== SOURCE DATA

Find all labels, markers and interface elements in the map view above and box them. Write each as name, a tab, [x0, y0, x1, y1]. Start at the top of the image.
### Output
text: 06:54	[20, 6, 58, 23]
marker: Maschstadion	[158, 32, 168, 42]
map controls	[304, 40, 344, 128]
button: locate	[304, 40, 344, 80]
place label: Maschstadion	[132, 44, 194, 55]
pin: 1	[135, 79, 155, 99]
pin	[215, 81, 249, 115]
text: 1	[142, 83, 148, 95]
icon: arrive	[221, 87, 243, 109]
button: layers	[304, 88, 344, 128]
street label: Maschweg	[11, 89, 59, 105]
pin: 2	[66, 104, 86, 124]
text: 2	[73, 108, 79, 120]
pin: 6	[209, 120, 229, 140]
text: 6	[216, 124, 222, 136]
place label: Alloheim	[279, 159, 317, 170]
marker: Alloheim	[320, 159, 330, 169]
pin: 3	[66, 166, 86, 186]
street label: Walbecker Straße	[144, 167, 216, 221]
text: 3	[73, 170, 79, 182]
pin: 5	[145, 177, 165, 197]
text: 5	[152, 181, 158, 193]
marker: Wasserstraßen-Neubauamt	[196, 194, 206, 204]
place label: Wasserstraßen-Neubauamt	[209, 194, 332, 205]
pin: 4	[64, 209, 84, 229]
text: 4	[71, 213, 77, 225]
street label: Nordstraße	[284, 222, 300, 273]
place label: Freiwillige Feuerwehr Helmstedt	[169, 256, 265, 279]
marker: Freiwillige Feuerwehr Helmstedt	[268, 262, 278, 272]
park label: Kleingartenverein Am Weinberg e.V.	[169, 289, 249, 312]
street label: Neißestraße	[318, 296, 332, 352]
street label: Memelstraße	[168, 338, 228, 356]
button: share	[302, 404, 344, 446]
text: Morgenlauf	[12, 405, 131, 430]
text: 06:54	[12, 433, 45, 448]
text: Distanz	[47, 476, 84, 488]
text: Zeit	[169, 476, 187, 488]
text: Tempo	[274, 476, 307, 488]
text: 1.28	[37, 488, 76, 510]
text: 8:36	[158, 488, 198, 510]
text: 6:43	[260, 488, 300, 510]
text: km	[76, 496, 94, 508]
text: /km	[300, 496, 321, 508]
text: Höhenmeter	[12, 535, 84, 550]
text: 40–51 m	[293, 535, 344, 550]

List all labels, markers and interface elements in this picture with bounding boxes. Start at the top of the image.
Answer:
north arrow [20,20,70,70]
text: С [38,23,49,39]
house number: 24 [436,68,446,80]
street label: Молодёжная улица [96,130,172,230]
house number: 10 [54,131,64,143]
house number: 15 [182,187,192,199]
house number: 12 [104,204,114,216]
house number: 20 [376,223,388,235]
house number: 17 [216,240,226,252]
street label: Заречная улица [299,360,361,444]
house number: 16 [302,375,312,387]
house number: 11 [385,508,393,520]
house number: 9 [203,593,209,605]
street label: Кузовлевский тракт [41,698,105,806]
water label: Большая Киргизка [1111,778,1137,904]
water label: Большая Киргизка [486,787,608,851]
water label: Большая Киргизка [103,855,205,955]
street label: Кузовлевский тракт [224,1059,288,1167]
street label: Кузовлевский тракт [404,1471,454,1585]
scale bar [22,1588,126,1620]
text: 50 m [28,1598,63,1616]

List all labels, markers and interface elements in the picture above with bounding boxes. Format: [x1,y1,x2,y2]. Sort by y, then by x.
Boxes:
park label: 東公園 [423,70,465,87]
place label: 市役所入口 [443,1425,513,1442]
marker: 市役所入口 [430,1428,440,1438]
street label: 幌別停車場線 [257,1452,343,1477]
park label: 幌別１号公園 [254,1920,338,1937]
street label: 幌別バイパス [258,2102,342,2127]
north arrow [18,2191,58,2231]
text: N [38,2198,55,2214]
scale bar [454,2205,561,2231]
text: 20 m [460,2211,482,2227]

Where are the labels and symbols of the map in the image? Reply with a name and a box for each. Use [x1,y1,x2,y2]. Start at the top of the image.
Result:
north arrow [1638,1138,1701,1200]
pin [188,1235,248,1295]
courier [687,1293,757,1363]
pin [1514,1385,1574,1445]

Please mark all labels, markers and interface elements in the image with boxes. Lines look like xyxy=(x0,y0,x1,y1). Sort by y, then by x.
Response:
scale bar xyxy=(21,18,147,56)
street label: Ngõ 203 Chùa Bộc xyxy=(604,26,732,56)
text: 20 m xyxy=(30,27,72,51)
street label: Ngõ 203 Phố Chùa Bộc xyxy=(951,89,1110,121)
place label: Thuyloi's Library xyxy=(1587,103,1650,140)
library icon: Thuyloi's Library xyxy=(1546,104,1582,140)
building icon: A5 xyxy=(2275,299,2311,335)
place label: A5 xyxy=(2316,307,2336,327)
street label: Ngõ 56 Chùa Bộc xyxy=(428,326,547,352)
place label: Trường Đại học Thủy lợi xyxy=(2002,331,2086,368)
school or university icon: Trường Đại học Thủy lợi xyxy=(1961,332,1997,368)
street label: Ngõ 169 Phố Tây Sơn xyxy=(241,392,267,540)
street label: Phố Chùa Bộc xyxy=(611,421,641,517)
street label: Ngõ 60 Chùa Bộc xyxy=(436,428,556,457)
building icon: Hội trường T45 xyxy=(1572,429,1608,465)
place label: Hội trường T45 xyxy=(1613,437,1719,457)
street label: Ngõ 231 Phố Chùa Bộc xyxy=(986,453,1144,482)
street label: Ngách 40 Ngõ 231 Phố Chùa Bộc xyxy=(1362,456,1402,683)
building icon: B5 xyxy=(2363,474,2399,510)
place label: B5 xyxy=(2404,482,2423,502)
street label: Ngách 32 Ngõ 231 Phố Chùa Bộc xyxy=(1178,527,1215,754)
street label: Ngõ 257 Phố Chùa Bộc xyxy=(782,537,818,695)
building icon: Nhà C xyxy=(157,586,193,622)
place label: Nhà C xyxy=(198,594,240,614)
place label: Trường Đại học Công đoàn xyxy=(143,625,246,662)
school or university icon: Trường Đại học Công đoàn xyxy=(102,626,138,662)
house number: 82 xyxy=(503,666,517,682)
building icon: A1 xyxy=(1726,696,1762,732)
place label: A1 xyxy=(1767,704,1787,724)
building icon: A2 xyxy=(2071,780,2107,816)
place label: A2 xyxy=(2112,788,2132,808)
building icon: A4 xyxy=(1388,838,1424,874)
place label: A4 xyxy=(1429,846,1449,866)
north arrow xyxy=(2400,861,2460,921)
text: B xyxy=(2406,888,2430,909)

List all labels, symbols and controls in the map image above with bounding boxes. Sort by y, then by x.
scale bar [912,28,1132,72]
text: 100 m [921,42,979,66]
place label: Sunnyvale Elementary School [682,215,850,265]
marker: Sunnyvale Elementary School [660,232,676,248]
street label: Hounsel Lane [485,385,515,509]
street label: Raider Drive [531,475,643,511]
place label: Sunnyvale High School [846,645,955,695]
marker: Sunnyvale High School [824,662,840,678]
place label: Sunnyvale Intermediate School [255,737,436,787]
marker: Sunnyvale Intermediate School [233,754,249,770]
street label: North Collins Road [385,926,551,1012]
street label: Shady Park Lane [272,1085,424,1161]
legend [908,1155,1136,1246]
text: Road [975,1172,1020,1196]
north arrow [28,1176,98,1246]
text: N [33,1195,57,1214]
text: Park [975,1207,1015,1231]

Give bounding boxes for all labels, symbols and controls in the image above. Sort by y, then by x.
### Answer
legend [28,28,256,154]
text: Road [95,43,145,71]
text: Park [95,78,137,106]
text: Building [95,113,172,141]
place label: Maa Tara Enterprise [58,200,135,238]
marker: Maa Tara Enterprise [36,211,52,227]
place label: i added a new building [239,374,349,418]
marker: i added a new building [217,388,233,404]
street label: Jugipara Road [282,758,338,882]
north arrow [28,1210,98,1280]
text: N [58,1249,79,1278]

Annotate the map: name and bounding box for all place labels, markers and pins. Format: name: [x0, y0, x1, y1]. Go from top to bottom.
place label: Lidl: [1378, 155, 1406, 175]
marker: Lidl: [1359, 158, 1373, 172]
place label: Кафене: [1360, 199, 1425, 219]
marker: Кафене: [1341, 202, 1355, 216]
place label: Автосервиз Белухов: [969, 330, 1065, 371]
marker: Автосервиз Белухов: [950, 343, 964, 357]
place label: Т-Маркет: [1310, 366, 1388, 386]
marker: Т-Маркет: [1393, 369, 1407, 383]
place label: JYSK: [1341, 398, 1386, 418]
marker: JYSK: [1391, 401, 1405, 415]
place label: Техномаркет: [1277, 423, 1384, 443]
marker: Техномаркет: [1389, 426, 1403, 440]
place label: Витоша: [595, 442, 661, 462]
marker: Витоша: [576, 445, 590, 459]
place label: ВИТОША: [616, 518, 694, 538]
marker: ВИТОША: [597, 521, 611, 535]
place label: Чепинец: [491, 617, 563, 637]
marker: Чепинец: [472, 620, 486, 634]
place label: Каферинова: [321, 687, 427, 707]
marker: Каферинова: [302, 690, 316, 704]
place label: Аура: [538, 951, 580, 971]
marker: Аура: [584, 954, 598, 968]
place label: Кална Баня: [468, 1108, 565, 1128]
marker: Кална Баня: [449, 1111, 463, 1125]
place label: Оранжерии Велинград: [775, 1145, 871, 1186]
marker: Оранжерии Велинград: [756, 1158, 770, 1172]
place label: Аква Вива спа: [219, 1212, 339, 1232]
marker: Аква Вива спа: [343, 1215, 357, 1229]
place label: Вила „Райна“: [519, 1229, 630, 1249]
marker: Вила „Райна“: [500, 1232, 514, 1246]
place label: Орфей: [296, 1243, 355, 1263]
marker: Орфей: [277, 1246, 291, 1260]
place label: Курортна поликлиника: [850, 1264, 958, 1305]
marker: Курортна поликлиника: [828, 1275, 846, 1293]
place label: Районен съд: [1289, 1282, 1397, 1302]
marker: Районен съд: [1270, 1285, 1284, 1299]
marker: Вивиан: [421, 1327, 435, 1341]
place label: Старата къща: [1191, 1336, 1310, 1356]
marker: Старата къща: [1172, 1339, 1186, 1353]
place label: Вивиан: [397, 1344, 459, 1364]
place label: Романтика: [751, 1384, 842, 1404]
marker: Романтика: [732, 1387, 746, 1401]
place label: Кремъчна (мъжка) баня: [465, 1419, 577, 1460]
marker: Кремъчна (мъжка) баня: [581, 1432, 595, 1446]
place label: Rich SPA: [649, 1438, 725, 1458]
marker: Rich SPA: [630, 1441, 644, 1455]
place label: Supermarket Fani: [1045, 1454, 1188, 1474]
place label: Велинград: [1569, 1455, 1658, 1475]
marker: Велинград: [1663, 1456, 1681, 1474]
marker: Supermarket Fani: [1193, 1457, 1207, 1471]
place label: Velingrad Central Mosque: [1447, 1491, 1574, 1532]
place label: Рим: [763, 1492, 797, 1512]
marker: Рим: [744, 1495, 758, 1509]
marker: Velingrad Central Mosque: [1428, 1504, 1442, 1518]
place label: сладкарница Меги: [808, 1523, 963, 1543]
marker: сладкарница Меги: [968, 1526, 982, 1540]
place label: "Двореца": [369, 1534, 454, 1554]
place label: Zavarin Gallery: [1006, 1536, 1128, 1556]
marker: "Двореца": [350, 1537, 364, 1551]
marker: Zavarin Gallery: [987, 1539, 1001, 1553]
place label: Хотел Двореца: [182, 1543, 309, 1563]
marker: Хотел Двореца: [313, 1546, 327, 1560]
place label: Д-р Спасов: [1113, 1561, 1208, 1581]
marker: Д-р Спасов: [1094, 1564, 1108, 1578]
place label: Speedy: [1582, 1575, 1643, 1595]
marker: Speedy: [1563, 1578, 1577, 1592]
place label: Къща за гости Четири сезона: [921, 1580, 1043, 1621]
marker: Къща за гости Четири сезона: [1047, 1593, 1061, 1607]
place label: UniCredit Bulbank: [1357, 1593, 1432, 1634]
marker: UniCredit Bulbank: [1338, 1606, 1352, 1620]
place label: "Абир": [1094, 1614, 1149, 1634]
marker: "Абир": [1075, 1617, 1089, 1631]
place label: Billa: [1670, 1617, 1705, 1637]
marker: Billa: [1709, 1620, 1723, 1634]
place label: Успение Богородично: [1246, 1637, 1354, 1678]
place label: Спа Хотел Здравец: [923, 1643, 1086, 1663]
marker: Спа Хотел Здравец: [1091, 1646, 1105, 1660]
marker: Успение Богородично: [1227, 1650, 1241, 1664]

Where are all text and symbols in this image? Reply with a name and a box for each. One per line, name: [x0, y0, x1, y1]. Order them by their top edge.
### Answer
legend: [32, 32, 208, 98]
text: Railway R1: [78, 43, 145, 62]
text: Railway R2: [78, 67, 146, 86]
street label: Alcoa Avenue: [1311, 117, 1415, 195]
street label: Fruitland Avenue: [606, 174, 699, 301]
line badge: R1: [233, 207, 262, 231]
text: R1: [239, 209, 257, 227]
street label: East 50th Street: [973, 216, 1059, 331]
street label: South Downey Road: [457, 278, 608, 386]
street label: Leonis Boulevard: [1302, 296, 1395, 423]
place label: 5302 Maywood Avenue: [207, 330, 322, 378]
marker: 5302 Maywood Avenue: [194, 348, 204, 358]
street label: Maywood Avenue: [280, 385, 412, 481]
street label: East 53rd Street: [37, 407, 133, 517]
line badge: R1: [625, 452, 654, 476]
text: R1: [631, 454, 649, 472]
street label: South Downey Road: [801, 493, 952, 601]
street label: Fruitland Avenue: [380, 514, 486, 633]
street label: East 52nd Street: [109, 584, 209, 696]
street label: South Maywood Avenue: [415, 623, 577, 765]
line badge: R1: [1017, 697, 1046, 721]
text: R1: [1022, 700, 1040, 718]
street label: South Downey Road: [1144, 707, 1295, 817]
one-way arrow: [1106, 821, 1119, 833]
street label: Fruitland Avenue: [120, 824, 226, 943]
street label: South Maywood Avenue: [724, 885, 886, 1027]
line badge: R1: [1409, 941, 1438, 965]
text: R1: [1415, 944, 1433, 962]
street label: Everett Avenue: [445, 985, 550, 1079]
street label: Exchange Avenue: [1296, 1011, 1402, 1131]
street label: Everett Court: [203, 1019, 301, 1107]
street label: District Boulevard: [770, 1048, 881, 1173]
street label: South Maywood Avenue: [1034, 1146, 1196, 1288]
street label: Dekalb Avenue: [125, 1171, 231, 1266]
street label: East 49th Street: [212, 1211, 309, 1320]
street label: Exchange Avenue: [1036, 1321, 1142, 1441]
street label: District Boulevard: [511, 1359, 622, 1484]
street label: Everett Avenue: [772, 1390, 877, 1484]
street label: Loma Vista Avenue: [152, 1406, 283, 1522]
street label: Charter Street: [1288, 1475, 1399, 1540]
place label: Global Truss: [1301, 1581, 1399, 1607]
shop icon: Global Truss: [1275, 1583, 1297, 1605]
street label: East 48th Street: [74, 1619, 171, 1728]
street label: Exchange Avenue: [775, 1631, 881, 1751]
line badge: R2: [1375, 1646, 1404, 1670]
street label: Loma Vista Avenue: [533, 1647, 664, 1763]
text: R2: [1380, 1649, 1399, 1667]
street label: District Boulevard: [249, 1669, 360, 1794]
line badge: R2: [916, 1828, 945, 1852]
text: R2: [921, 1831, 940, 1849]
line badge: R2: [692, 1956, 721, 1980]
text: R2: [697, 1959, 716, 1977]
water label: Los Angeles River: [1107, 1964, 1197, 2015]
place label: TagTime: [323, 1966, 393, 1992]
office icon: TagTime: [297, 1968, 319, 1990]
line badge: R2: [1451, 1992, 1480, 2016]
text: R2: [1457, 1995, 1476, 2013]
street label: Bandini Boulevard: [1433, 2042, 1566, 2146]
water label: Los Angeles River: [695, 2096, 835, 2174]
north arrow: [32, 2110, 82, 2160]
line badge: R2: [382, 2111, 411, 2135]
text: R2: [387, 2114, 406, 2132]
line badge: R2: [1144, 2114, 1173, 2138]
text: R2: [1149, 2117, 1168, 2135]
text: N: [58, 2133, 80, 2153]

====

EXERCISE GOAL: In the data, how many lines hold the word "Maschstadion"? State that number alone.

WRITTEN ANSWER: 2